Leaving all pictures aside, write out the records below precisely as given.

|---|

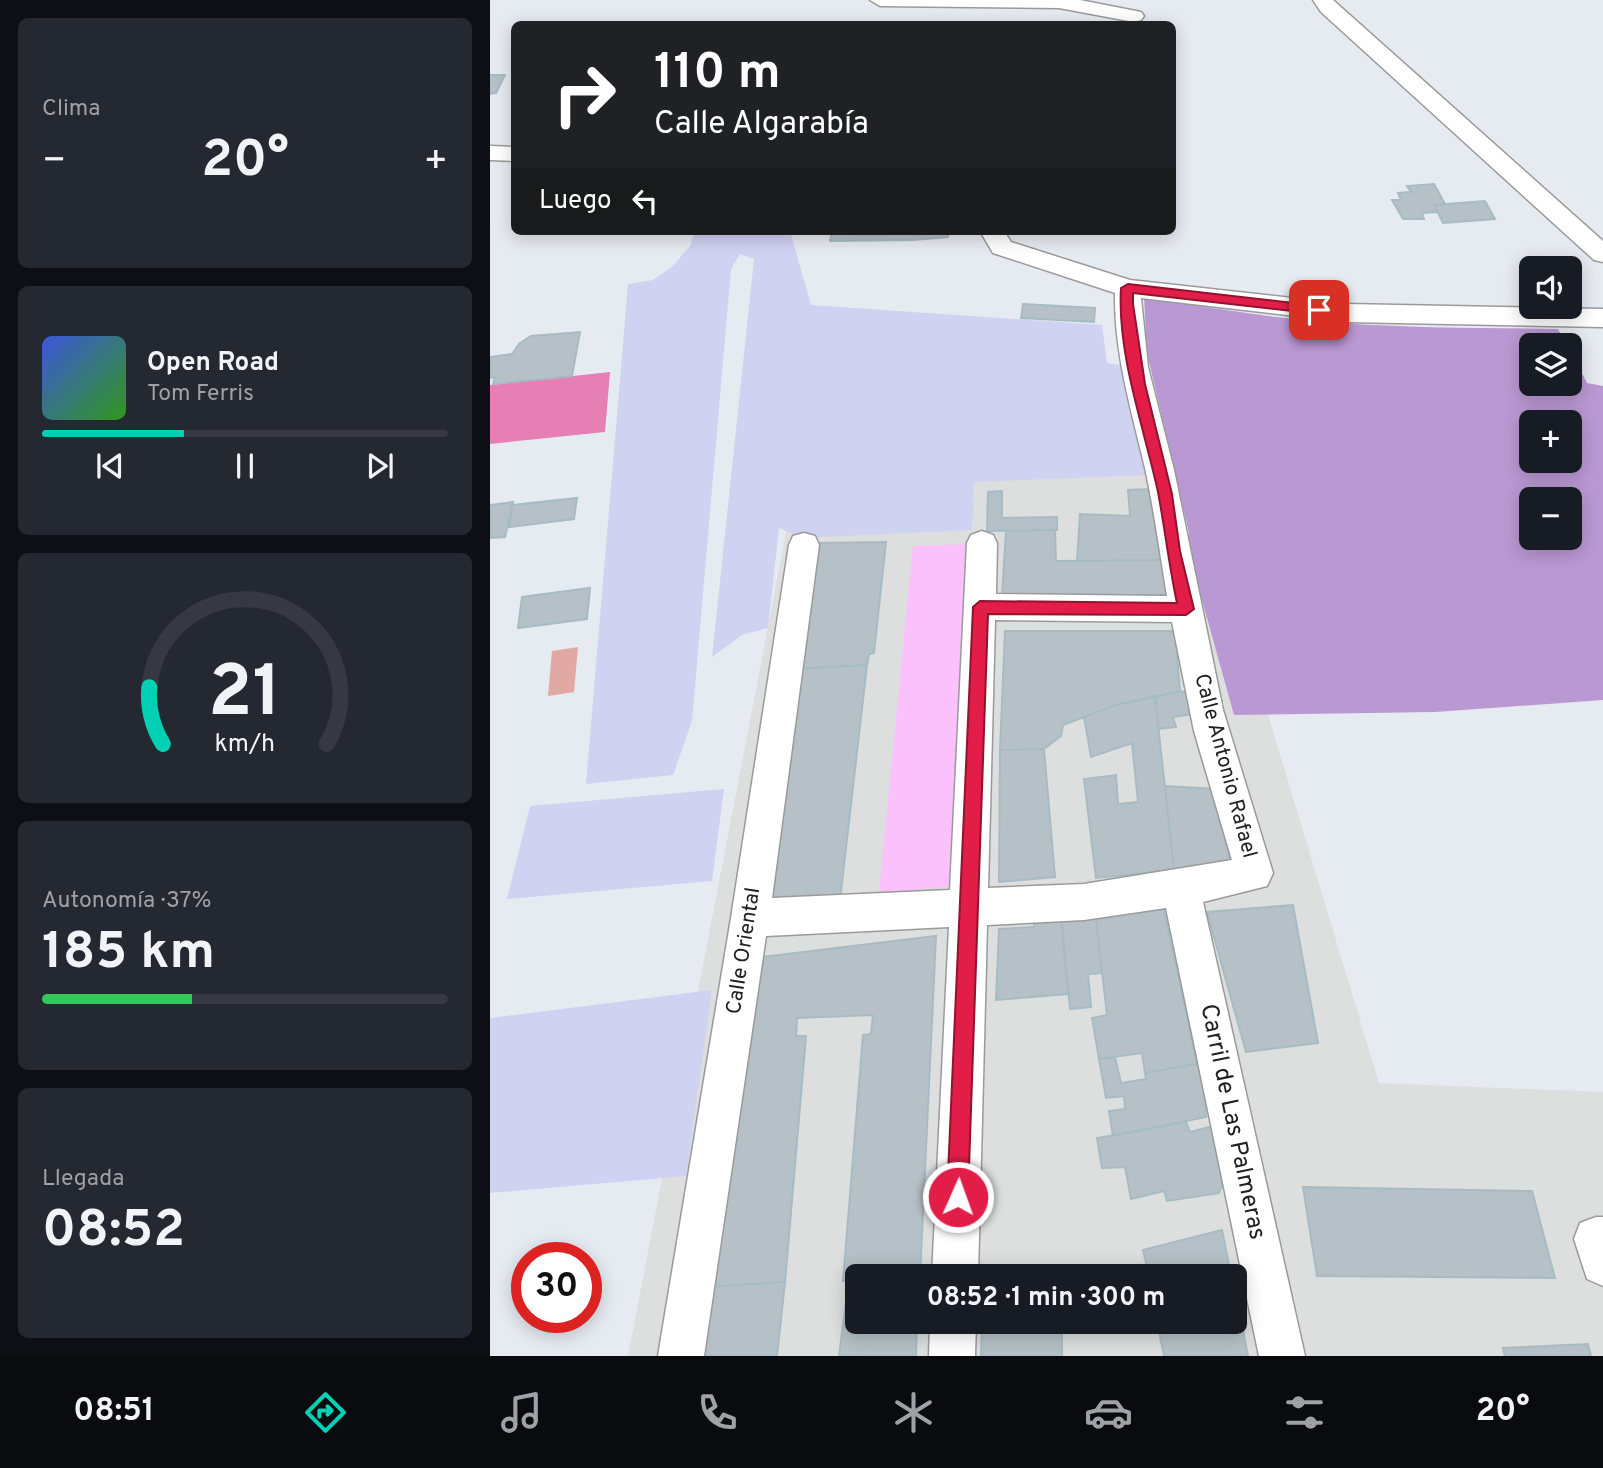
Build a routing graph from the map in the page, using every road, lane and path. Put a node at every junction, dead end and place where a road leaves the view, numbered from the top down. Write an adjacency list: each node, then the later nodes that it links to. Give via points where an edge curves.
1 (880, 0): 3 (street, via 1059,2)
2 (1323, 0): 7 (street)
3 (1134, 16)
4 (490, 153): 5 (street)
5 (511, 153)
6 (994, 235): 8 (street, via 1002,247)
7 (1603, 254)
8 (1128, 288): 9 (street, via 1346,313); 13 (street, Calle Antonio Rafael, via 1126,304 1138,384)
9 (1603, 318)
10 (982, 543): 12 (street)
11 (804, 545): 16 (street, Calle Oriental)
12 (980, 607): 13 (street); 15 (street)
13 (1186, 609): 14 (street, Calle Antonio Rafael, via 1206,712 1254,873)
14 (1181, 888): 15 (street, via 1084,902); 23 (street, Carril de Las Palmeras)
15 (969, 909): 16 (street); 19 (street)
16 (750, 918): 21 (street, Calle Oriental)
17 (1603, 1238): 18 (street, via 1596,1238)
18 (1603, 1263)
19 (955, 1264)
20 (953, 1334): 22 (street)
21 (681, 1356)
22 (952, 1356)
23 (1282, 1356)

|---|

Exercise result =
Build a routing graph from the map in the page, using every road, lane and path. Put a node at every junction, dead end and place where a road leaves the view, numbered from the top down. Write an adjacency list: each node, then the later nodes that it links to. Give via points where an edge curves.
1 (880, 0): 3 (street, via 1059,2)
2 (1323, 0): 7 (street)
3 (1134, 16)
4 (490, 153): 5 (street)
5 (511, 153)
6 (994, 235): 8 (street, via 1002,247)
7 (1603, 254)
8 (1128, 288): 9 (street, via 1346,313); 13 (street, Calle Antonio Rafael, via 1126,304 1138,384)
9 (1603, 318)
10 (982, 543): 12 (street)
11 (804, 545): 16 (street, Calle Oriental)
12 (980, 607): 13 (street); 15 (street)
13 (1186, 609): 14 (street, Calle Antonio Rafael, via 1206,712 1254,873)
14 (1181, 888): 15 (street, via 1084,902); 23 (street, Carril de Las Palmeras)
15 (969, 909): 16 (street); 19 (street)
16 (750, 918): 21 (street, Calle Oriental)
17 (1603, 1238): 18 (street, via 1596,1238)
18 (1603, 1263)
19 (955, 1264)
20 (953, 1334): 22 (street)
21 (681, 1356)
22 (952, 1356)
23 (1282, 1356)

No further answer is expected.